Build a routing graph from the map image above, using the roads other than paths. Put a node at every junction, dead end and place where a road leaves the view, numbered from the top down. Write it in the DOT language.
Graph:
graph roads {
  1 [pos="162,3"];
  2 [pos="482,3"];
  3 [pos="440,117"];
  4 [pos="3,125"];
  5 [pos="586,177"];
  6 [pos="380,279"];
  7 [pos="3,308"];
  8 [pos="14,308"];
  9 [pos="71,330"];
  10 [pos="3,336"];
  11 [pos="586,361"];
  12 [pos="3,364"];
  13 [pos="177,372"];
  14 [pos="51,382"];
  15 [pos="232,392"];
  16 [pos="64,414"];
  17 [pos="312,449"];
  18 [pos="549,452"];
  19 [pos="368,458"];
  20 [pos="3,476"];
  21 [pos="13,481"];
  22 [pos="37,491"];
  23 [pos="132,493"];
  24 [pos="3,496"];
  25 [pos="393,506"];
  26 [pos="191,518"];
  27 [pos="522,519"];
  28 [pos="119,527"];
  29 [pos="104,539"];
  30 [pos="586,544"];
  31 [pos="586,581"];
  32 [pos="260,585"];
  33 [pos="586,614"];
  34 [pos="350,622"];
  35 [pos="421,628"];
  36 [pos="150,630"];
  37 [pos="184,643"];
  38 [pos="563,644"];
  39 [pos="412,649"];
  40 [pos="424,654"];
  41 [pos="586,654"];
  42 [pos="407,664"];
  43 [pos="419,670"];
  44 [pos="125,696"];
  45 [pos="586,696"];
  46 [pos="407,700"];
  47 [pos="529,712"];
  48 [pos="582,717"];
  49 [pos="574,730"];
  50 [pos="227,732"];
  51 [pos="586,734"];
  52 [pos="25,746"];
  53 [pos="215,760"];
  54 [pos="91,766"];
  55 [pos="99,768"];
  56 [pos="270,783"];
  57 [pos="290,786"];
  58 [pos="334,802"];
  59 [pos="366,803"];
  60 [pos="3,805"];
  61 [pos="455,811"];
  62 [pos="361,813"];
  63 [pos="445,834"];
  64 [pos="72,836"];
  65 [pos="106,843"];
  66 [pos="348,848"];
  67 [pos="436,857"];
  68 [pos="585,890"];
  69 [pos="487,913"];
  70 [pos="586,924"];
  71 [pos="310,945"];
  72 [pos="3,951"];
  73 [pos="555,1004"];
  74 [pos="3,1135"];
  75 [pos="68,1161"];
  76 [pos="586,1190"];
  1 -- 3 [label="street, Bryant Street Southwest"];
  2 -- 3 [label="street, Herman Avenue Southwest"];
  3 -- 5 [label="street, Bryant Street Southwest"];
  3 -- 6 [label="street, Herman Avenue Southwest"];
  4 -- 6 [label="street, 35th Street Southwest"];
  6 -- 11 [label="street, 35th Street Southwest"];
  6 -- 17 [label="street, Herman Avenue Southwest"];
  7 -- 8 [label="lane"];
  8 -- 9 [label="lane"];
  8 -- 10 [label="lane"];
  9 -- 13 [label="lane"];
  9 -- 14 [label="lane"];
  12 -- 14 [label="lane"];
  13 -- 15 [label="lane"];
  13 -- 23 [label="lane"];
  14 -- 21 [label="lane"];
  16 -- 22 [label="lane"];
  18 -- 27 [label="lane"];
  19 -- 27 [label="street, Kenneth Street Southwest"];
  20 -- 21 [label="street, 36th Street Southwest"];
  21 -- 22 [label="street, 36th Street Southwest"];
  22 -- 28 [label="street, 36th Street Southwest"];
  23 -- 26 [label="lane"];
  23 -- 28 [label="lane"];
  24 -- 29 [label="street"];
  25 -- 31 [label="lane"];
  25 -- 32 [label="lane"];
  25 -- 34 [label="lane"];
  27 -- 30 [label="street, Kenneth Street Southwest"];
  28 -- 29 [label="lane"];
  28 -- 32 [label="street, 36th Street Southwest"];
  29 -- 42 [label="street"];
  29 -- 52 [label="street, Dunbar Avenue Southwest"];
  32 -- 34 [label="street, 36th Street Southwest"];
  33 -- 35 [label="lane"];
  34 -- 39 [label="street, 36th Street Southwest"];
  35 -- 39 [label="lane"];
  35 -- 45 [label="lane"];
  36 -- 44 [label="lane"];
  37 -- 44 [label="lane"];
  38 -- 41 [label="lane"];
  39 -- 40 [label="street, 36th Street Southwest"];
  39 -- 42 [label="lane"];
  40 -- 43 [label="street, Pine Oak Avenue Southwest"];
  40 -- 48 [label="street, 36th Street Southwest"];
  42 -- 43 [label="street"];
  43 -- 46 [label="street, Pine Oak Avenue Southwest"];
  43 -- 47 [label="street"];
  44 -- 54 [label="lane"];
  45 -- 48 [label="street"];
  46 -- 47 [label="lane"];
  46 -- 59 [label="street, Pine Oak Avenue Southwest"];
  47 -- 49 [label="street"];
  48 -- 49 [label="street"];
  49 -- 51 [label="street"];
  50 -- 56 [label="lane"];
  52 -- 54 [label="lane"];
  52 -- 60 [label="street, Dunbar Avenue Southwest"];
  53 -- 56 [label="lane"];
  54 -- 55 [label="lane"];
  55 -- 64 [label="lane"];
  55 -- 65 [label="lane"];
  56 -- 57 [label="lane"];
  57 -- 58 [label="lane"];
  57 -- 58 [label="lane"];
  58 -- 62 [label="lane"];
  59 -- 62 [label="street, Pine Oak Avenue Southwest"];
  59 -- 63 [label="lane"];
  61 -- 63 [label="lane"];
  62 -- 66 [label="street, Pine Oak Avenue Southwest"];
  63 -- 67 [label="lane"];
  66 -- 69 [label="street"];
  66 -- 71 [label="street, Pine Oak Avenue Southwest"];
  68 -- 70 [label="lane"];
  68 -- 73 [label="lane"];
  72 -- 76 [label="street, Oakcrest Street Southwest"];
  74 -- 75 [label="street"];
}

━━━

Brief: Only the lines containing the string "Bryant" are needed; pull them out of the records.

Solution for this exercise:
  1 -- 3 [label="street, Bryant Street Southwest"];
  3 -- 5 [label="street, Bryant Street Southwest"];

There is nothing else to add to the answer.